Material for the task section start
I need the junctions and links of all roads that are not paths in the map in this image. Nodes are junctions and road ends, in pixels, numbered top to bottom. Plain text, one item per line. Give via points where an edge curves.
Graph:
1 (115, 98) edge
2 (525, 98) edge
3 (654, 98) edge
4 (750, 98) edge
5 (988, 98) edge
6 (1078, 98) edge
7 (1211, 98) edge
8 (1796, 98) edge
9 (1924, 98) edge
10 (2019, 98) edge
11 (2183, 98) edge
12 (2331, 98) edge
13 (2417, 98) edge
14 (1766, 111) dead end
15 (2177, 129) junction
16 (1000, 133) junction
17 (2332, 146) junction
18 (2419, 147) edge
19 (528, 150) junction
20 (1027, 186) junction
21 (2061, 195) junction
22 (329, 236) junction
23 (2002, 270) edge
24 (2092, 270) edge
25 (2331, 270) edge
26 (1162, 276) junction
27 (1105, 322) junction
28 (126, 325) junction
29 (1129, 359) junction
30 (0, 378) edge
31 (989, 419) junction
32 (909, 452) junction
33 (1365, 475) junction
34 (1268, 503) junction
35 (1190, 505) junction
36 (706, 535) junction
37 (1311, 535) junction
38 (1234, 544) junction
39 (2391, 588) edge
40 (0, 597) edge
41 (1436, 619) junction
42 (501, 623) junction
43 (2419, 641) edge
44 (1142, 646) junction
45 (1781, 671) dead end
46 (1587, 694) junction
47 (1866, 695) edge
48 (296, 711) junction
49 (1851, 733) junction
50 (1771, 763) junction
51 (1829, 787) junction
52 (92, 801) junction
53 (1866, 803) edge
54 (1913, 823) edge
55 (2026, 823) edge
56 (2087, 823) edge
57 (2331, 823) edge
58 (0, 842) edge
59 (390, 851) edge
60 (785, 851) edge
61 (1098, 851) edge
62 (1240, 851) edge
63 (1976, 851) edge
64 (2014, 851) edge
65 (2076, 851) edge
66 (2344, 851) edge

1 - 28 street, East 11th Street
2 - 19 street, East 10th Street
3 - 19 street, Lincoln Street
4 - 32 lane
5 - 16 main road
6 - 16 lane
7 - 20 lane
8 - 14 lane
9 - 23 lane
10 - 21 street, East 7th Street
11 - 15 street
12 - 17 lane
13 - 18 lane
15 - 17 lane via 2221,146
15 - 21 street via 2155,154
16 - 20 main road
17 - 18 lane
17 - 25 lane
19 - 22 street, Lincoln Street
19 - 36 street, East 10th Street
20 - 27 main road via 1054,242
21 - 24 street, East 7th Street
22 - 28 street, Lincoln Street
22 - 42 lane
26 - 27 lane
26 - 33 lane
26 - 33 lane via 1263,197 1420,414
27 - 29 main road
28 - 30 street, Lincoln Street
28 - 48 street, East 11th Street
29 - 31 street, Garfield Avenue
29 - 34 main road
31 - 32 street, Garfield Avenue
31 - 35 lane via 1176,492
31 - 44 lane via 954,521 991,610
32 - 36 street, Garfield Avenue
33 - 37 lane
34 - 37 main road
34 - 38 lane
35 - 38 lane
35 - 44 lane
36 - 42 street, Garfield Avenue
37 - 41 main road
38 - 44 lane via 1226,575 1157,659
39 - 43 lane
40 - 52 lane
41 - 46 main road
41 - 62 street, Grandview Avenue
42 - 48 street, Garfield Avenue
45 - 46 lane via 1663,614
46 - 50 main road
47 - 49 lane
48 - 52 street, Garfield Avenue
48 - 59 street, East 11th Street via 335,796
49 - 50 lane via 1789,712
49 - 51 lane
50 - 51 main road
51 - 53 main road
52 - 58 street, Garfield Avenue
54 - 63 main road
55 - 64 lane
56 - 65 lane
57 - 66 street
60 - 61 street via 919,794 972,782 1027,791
Material for the task section end
** Work instructions **
A full, exact copy of the entries is the required answer.

** Result **
I need the junctions and links of all roads that are not paths in the map in this image. Nodes are junctions and road ends, in pixels, numbered top to bottom. Plain text, one item per line. Give via points where an edge curves.
Graph:
1 (115, 98) edge
2 (525, 98) edge
3 (654, 98) edge
4 (750, 98) edge
5 (988, 98) edge
6 (1078, 98) edge
7 (1211, 98) edge
8 (1796, 98) edge
9 (1924, 98) edge
10 (2019, 98) edge
11 (2183, 98) edge
12 (2331, 98) edge
13 (2417, 98) edge
14 (1766, 111) dead end
15 (2177, 129) junction
16 (1000, 133) junction
17 (2332, 146) junction
18 (2419, 147) edge
19 (528, 150) junction
20 (1027, 186) junction
21 (2061, 195) junction
22 (329, 236) junction
23 (2002, 270) edge
24 (2092, 270) edge
25 (2331, 270) edge
26 (1162, 276) junction
27 (1105, 322) junction
28 (126, 325) junction
29 (1129, 359) junction
30 (0, 378) edge
31 (989, 419) junction
32 (909, 452) junction
33 (1365, 475) junction
34 (1268, 503) junction
35 (1190, 505) junction
36 (706, 535) junction
37 (1311, 535) junction
38 (1234, 544) junction
39 (2391, 588) edge
40 (0, 597) edge
41 (1436, 619) junction
42 (501, 623) junction
43 (2419, 641) edge
44 (1142, 646) junction
45 (1781, 671) dead end
46 (1587, 694) junction
47 (1866, 695) edge
48 (296, 711) junction
49 (1851, 733) junction
50 (1771, 763) junction
51 (1829, 787) junction
52 (92, 801) junction
53 (1866, 803) edge
54 (1913, 823) edge
55 (2026, 823) edge
56 (2087, 823) edge
57 (2331, 823) edge
58 (0, 842) edge
59 (390, 851) edge
60 (785, 851) edge
61 (1098, 851) edge
62 (1240, 851) edge
63 (1976, 851) edge
64 (2014, 851) edge
65 (2076, 851) edge
66 (2344, 851) edge

1 - 28 street, East 11th Street
2 - 19 street, East 10th Street
3 - 19 street, Lincoln Street
4 - 32 lane
5 - 16 main road
6 - 16 lane
7 - 20 lane
8 - 14 lane
9 - 23 lane
10 - 21 street, East 7th Street
11 - 15 street
12 - 17 lane
13 - 18 lane
15 - 17 lane via 2221,146
15 - 21 street via 2155,154
16 - 20 main road
17 - 18 lane
17 - 25 lane
19 - 22 street, Lincoln Street
19 - 36 street, East 10th Street
20 - 27 main road via 1054,242
21 - 24 street, East 7th Street
22 - 28 street, Lincoln Street
22 - 42 lane
26 - 27 lane
26 - 33 lane
26 - 33 lane via 1263,197 1420,414
27 - 29 main road
28 - 30 street, Lincoln Street
28 - 48 street, East 11th Street
29 - 31 street, Garfield Avenue
29 - 34 main road
31 - 32 street, Garfield Avenue
31 - 35 lane via 1176,492
31 - 44 lane via 954,521 991,610
32 - 36 street, Garfield Avenue
33 - 37 lane
34 - 37 main road
34 - 38 lane
35 - 38 lane
35 - 44 lane
36 - 42 street, Garfield Avenue
37 - 41 main road
38 - 44 lane via 1226,575 1157,659
39 - 43 lane
40 - 52 lane
41 - 46 main road
41 - 62 street, Grandview Avenue
42 - 48 street, Garfield Avenue
45 - 46 lane via 1663,614
46 - 50 main road
47 - 49 lane
48 - 52 street, Garfield Avenue
48 - 59 street, East 11th Street via 335,796
49 - 50 lane via 1789,712
49 - 51 lane
50 - 51 main road
51 - 53 main road
52 - 58 street, Garfield Avenue
54 - 63 main road
55 - 64 lane
56 - 65 lane
57 - 66 street
60 - 61 street via 919,794 972,782 1027,791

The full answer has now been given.